▸ **WORK TASK**
The data must be returned in full, with no character altered.

[Entries taken from a collection]
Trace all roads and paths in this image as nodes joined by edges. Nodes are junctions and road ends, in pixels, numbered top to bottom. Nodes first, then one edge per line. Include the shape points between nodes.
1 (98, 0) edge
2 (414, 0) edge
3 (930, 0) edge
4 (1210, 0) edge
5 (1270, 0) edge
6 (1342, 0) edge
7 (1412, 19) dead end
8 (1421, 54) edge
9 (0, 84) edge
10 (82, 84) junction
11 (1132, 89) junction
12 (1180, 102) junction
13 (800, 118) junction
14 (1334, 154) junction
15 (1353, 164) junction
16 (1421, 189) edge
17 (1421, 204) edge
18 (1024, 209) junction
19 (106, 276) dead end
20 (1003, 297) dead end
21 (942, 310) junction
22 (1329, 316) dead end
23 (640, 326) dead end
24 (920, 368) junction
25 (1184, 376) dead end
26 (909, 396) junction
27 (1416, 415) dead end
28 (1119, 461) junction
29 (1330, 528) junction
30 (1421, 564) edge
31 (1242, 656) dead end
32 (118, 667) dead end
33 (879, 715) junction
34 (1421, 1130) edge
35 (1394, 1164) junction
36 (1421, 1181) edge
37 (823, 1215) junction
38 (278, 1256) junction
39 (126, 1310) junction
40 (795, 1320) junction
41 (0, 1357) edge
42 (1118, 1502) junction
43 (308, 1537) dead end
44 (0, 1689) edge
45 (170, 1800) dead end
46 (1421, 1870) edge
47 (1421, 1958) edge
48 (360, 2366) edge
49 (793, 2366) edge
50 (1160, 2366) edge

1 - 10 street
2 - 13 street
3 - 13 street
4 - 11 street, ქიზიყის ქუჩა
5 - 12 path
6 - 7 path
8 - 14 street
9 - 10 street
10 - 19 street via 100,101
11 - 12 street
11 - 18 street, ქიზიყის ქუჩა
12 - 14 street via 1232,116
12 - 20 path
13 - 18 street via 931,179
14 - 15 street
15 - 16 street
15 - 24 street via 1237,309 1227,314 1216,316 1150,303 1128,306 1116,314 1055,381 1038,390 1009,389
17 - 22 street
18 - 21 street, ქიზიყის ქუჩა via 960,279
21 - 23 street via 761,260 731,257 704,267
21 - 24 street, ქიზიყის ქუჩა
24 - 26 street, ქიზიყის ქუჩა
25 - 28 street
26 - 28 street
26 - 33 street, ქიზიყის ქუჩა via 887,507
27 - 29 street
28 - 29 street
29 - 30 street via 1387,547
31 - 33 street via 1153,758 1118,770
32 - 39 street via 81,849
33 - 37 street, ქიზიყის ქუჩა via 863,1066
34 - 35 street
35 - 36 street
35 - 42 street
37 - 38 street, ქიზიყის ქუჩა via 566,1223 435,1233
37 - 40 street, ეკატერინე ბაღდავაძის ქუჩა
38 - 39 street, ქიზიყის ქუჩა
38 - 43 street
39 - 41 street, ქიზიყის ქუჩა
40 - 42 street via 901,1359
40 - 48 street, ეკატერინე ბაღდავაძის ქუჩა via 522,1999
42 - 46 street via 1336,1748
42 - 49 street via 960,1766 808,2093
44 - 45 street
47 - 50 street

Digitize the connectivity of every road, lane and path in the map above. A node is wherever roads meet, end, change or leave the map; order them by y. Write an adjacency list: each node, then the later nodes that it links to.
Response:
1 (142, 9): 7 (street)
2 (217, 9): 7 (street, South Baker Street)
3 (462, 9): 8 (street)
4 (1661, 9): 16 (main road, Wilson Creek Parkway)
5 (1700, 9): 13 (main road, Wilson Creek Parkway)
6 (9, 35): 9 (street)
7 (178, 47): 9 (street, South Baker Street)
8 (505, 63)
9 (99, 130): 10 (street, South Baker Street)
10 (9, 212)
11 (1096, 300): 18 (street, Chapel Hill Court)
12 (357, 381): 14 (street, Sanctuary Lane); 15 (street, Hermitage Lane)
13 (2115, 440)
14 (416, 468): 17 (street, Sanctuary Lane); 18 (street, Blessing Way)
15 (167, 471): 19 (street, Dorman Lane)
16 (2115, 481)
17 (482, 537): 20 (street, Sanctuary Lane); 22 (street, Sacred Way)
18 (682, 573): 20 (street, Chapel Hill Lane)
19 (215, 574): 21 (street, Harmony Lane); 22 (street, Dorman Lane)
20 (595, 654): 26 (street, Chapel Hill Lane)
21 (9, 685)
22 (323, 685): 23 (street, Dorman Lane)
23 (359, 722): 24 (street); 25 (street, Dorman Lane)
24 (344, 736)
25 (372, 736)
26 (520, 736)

▸ **TASK ANSWER**
Trace all roads and paths in this image as nodes joined by edges. Nodes are junctions and road ends, in pixels, numbered top to bottom. Nodes first, then one edge per line. Include the shape points between nodes.
1 (98, 0) edge
2 (414, 0) edge
3 (930, 0) edge
4 (1210, 0) edge
5 (1270, 0) edge
6 (1342, 0) edge
7 (1412, 19) dead end
8 (1421, 54) edge
9 (0, 84) edge
10 (82, 84) junction
11 (1132, 89) junction
12 (1180, 102) junction
13 (800, 118) junction
14 (1334, 154) junction
15 (1353, 164) junction
16 (1421, 189) edge
17 (1421, 204) edge
18 (1024, 209) junction
19 (106, 276) dead end
20 (1003, 297) dead end
21 (942, 310) junction
22 (1329, 316) dead end
23 (640, 326) dead end
24 (920, 368) junction
25 (1184, 376) dead end
26 (909, 396) junction
27 (1416, 415) dead end
28 (1119, 461) junction
29 (1330, 528) junction
30 (1421, 564) edge
31 (1242, 656) dead end
32 (118, 667) dead end
33 (879, 715) junction
34 (1421, 1130) edge
35 (1394, 1164) junction
36 (1421, 1181) edge
37 (823, 1215) junction
38 (278, 1256) junction
39 (126, 1310) junction
40 (795, 1320) junction
41 (0, 1357) edge
42 (1118, 1502) junction
43 (308, 1537) dead end
44 (0, 1689) edge
45 (170, 1800) dead end
46 (1421, 1870) edge
47 (1421, 1958) edge
48 (360, 2366) edge
49 (793, 2366) edge
50 (1160, 2366) edge

1 - 10 street
2 - 13 street
3 - 13 street
4 - 11 street, ქიზიყის ქუჩა
5 - 12 path
6 - 7 path
8 - 14 street
9 - 10 street
10 - 19 street via 100,101
11 - 12 street
11 - 18 street, ქიზიყის ქუჩა
12 - 14 street via 1232,116
12 - 20 path
13 - 18 street via 931,179
14 - 15 street
15 - 16 street
15 - 24 street via 1237,309 1227,314 1216,316 1150,303 1128,306 1116,314 1055,381 1038,390 1009,389
17 - 22 street
18 - 21 street, ქიზიყის ქუჩა via 960,279
21 - 23 street via 761,260 731,257 704,267
21 - 24 street, ქიზიყის ქუჩა
24 - 26 street, ქიზიყის ქუჩა
25 - 28 street
26 - 28 street
26 - 33 street, ქიზიყის ქუჩა via 887,507
27 - 29 street
28 - 29 street
29 - 30 street via 1387,547
31 - 33 street via 1153,758 1118,770
32 - 39 street via 81,849
33 - 37 street, ქიზიყის ქუჩა via 863,1066
34 - 35 street
35 - 36 street
35 - 42 street
37 - 38 street, ქიზიყის ქუჩა via 566,1223 435,1233
37 - 40 street, ეკატერინე ბაღდავაძის ქუჩა
38 - 39 street, ქიზიყის ქუჩა
38 - 43 street
39 - 41 street, ქიზიყის ქუჩა
40 - 42 street via 901,1359
40 - 48 street, ეკატერინე ბაღდავაძის ქუჩა via 522,1999
42 - 46 street via 1336,1748
42 - 49 street via 960,1766 808,2093
44 - 45 street
47 - 50 street

Digitize the connectivity of every road, lane and path in the map above. A node is wherever roads meet, end, change or leave the map; order them by y. Write an adjacency list: each node, then the later nodes that it links to.
Response:
1 (142, 9): 7 (street)
2 (217, 9): 7 (street, South Baker Street)
3 (462, 9): 8 (street)
4 (1661, 9): 16 (main road, Wilson Creek Parkway)
5 (1700, 9): 13 (main road, Wilson Creek Parkway)
6 (9, 35): 9 (street)
7 (178, 47): 9 (street, South Baker Street)
8 (505, 63)
9 (99, 130): 10 (street, South Baker Street)
10 (9, 212)
11 (1096, 300): 18 (street, Chapel Hill Court)
12 (357, 381): 14 (street, Sanctuary Lane); 15 (street, Hermitage Lane)
13 (2115, 440)
14 (416, 468): 17 (street, Sanctuary Lane); 18 (street, Blessing Way)
15 (167, 471): 19 (street, Dorman Lane)
16 (2115, 481)
17 (482, 537): 20 (street, Sanctuary Lane); 22 (street, Sacred Way)
18 (682, 573): 20 (street, Chapel Hill Lane)
19 (215, 574): 21 (street, Harmony Lane); 22 (street, Dorman Lane)
20 (595, 654): 26 (street, Chapel Hill Lane)
21 (9, 685)
22 (323, 685): 23 (street, Dorman Lane)
23 (359, 722): 24 (street); 25 (street, Dorman Lane)
24 (344, 736)
25 (372, 736)
26 (520, 736)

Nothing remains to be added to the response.